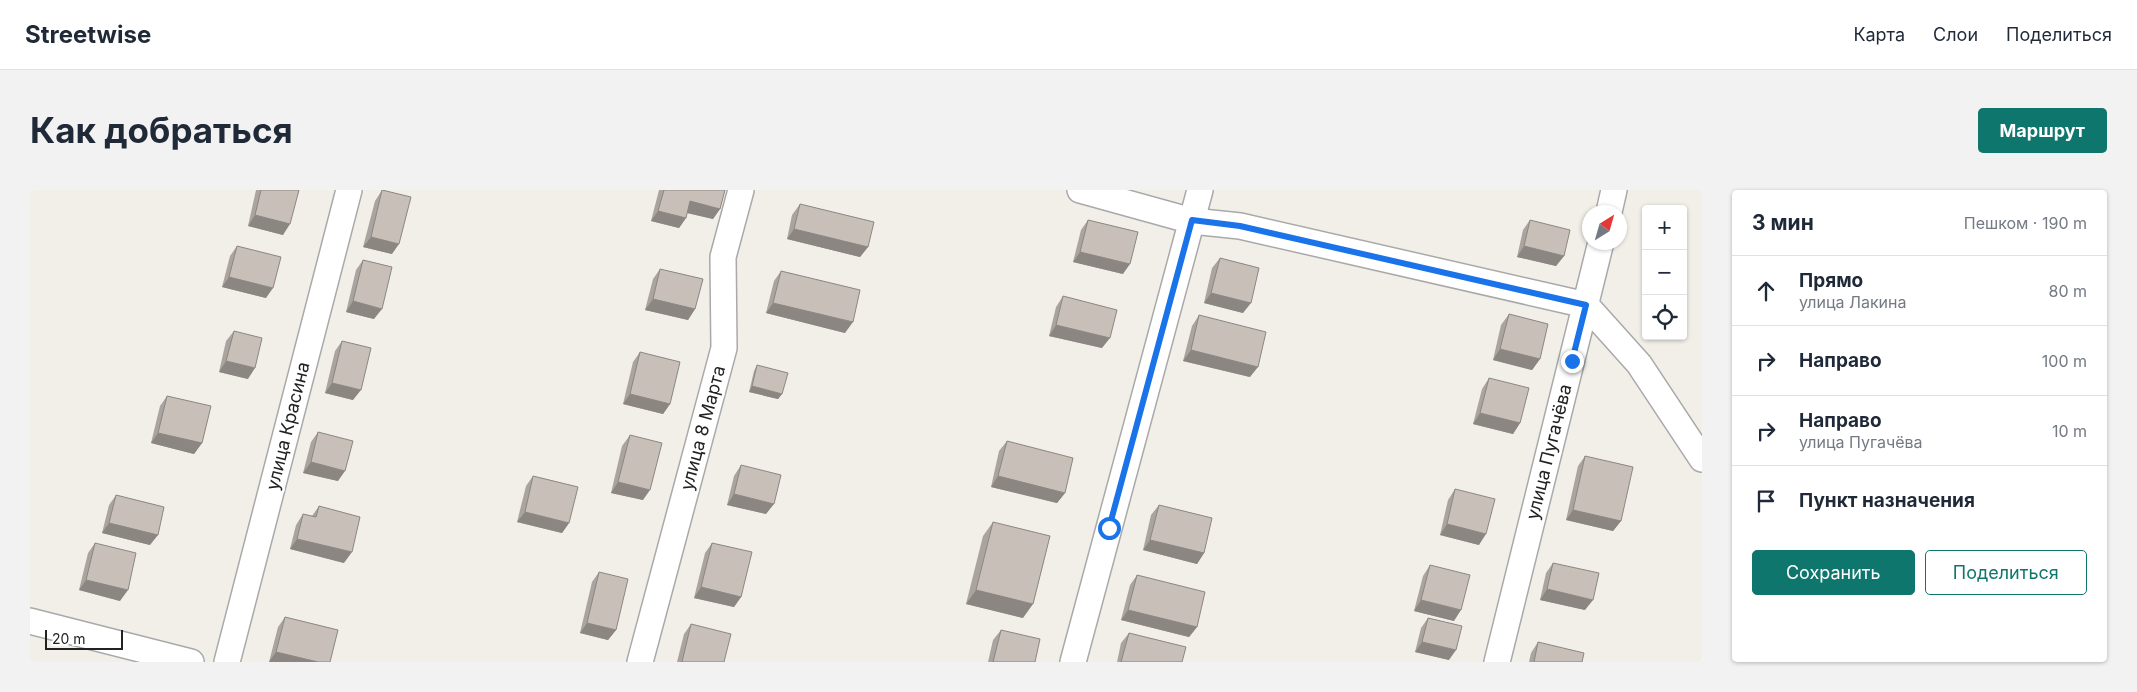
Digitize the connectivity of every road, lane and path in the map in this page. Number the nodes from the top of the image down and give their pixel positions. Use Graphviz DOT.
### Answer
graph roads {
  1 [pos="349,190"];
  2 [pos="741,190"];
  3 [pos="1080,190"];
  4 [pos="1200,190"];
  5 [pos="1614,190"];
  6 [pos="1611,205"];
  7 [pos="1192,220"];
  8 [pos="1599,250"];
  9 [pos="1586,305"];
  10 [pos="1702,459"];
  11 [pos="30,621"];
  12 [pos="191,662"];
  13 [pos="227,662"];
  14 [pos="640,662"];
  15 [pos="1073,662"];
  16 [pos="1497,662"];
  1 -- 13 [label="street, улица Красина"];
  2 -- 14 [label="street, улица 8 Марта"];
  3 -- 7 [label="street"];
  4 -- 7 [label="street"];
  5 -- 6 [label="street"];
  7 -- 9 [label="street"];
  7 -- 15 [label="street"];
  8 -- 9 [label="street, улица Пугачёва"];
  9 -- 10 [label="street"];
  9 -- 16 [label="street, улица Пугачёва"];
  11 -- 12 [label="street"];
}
::::
What the task requires. No picture belongs in the copy. Print every entry above exactly as it stands.

Your response.
Digitize the connectivity of every road, lane and path in the map in this page. Number the nodes from the top of the image down and give their pixel positions. Use Graphviz DOT.
### Answer
graph roads {
  1 [pos="349,190"];
  2 [pos="741,190"];
  3 [pos="1080,190"];
  4 [pos="1200,190"];
  5 [pos="1614,190"];
  6 [pos="1611,205"];
  7 [pos="1192,220"];
  8 [pos="1599,250"];
  9 [pos="1586,305"];
  10 [pos="1702,459"];
  11 [pos="30,621"];
  12 [pos="191,662"];
  13 [pos="227,662"];
  14 [pos="640,662"];
  15 [pos="1073,662"];
  16 [pos="1497,662"];
  1 -- 13 [label="street, улица Красина"];
  2 -- 14 [label="street, улица 8 Марта"];
  3 -- 7 [label="street"];
  4 -- 7 [label="street"];
  5 -- 6 [label="street"];
  7 -- 9 [label="street"];
  7 -- 15 [label="street"];
  8 -- 9 [label="street, улица Пугачёва"];
  9 -- 10 [label="street"];
  9 -- 16 [label="street, улица Пугачёва"];
  11 -- 12 [label="street"];
}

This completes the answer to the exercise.